WHAT THE TASK ASKS: Lines in the listing below containing the string "every" are to be identified and copied.
(Beginning of TASK INPUTS)
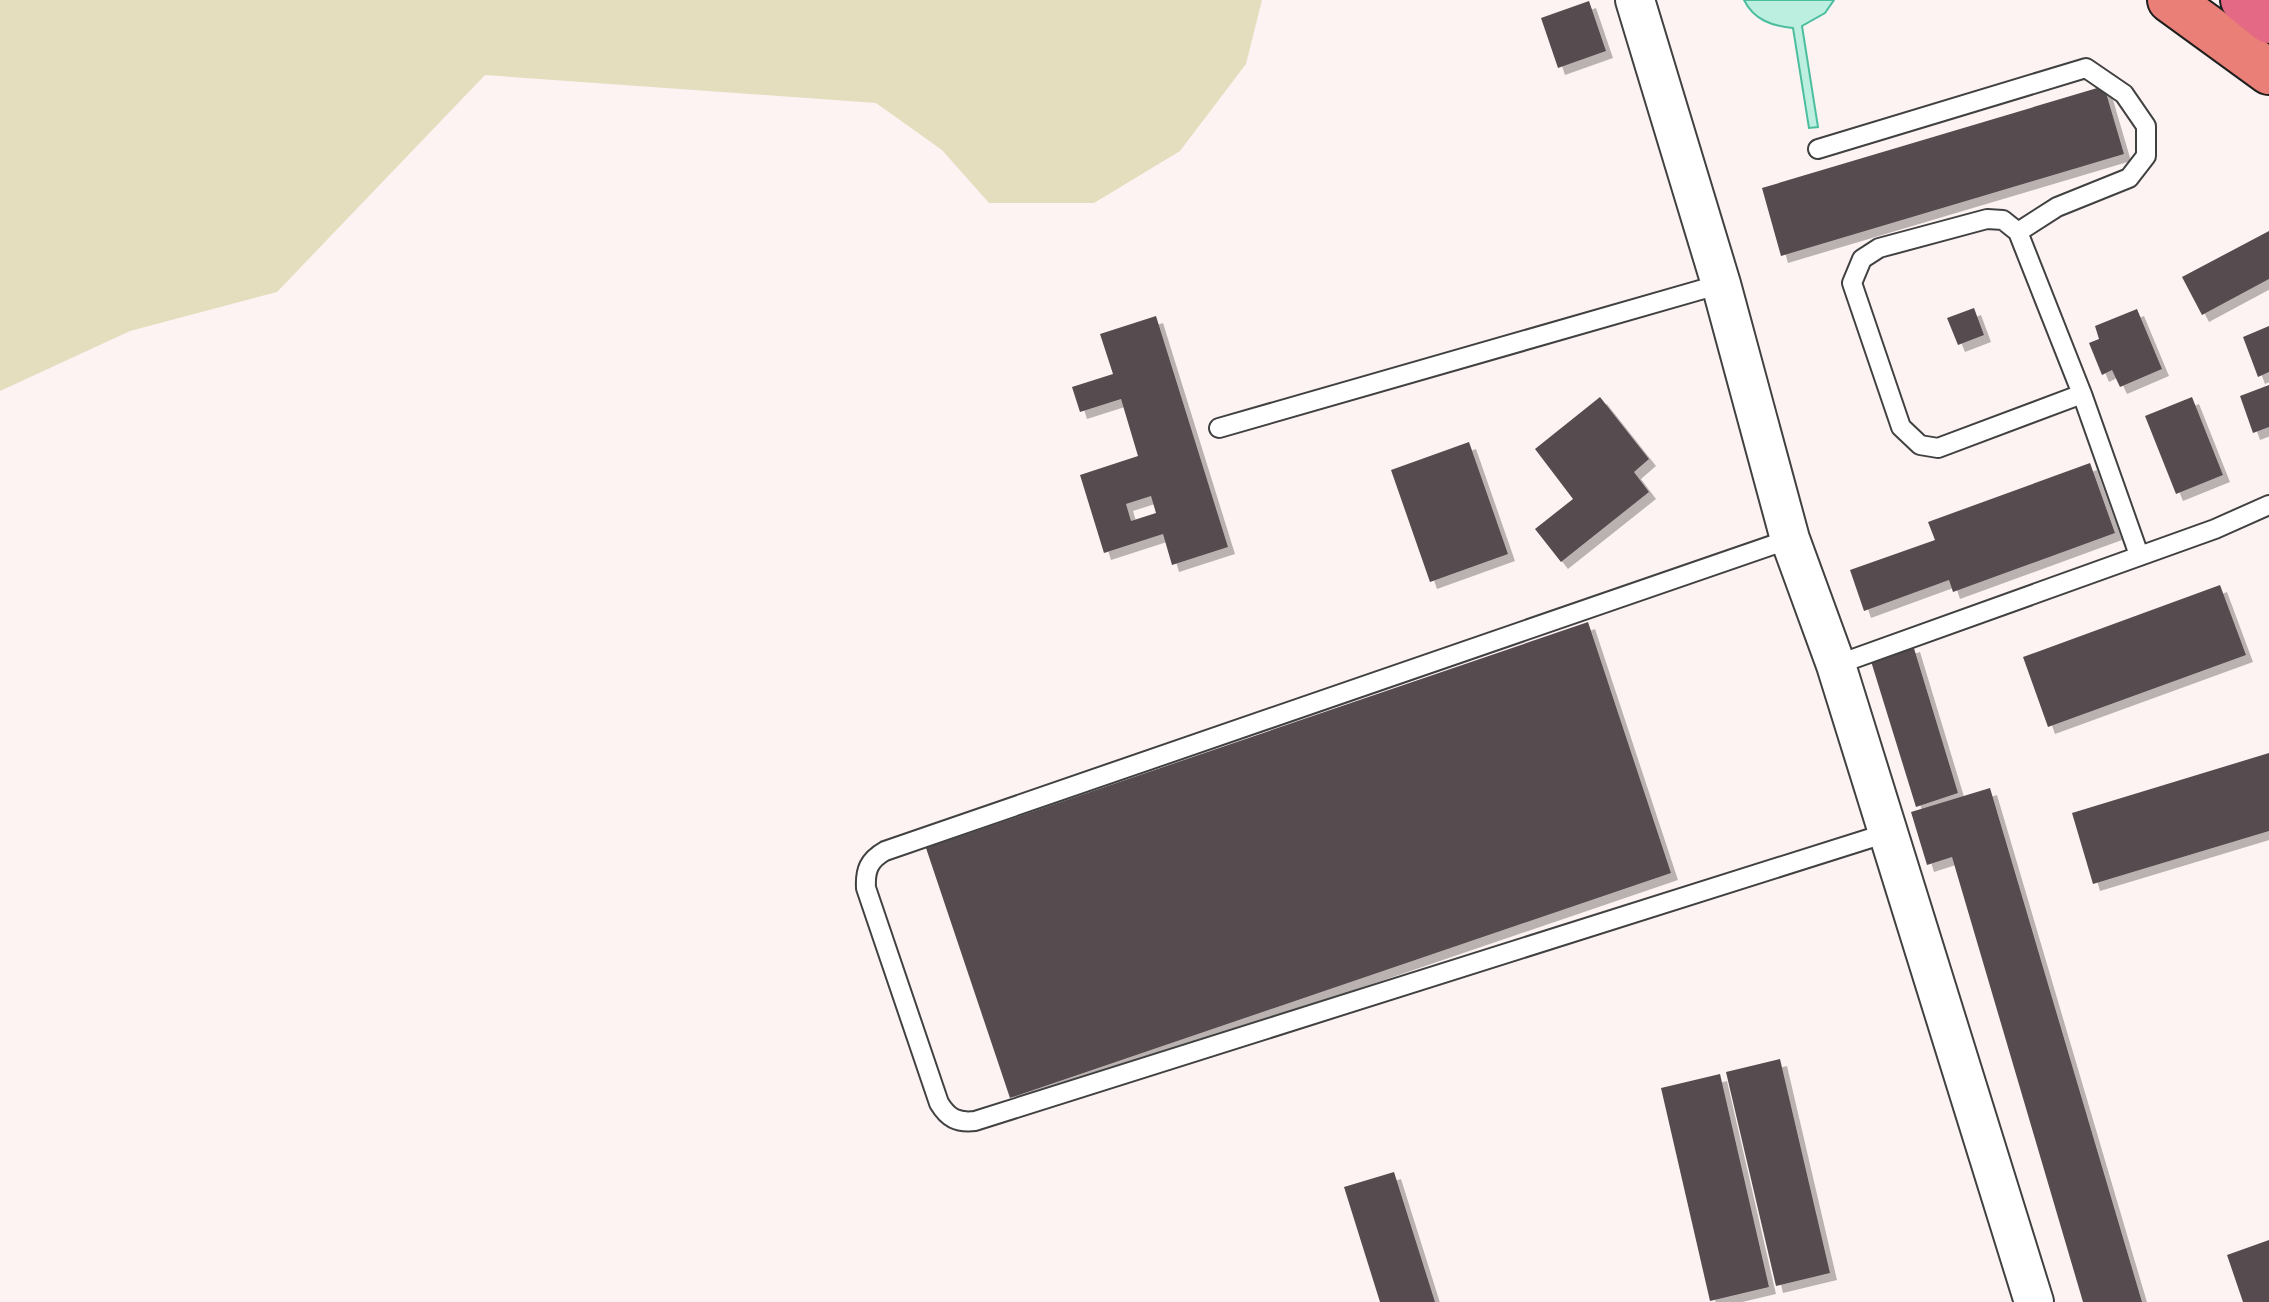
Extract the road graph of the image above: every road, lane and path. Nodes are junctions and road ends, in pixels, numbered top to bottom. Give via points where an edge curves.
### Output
1 (1635, 0) edge
2 (2170, 0) edge
3 (2243, 0) edge
4 (2269, 21) edge
5 (2269, 72) edge
6 (1818, 149) dead end
7 (2018, 232) junction
8 (1721, 284) junction
9 (2082, 394) junction
10 (1219, 428) dead end
11 (2269, 505) edge
12 (1790, 539) junction
13 (2139, 555) junction
14 (1836, 665) junction
15 (1887, 833) junction
16 (2034, 1302) edge

1 - 8 street
2 - 5 main road
3 - 4 highway
6 - 7 lane via 2086,68 2124,94 2146,126 2146,156 2129,178 2057,207
7 - 9 lane
7 - 9 lane via 2003,220 1987,219 1879,248 1862,259 1852,283 1901,427 1920,445 1938,448
8 - 10 lane
8 - 12 street
9 - 13 lane
11 - 13 lane
12 - 14 street
12 - 15 lane via 885,851 868,866 866,888 939,1103 953,1119 964,1122
13 - 14 lane
14 - 15 street
15 - 16 street

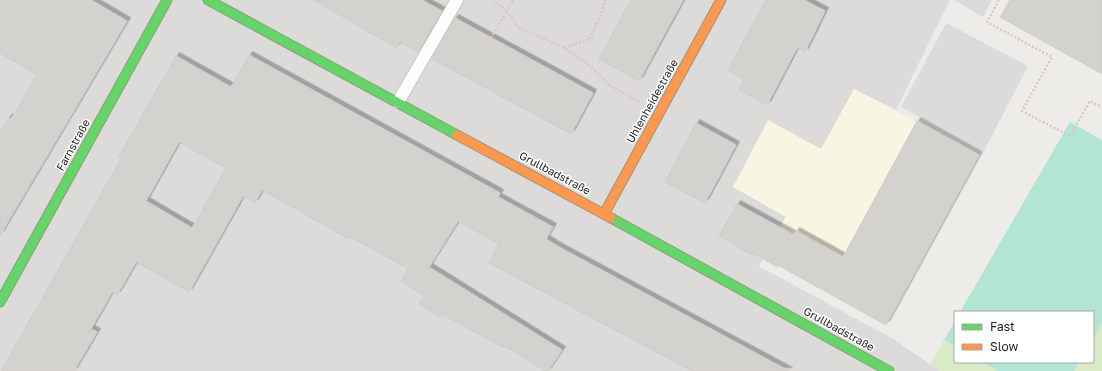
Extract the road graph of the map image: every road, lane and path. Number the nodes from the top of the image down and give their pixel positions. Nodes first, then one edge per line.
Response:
1 (167, 0) edge
2 (208, 0) edge
3 (457, 0) edge
4 (493, 0) edge
5 (513, 0) edge
6 (605, 0) edge
7 (721, 0) edge
8 (999, 0) edge
9 (507, 11) junction
10 (491, 38) dead end
11 (564, 48) junction
12 (398, 102) junction
13 (1102, 107) edge
14 (660, 112) junction
15 (604, 214) junction
16 (0, 302) edge
17 (889, 371) edge

1 - 16 street, Farnstraße
2 - 12 street, Grullbadstraße
3 - 12 lane
4 - 9 path
5 - 9 path
6 - 11 path
7 - 14 street, Uhlenheidestraße
8 - 13 path
9 - 10 path
9 - 11 path
11 - 14 path
12 - 15 street, Grullbadstraße
14 - 15 street, Uhlenheidestraße
15 - 17 street, Grullbadstraße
(End of TASK INPUTS)
SOLUTION TO THIS PROBLEM:
Extract the road graph of the image above: every road, lane and path. Nodes are junctions and road ends, in pixels, numbered top to bottom. Give via points where an edge curves.
Extract the road graph of the map image: every road, lane and path. Number the nodes from the top of the image down and give their pixel positions. Nodes first, then one edge per line.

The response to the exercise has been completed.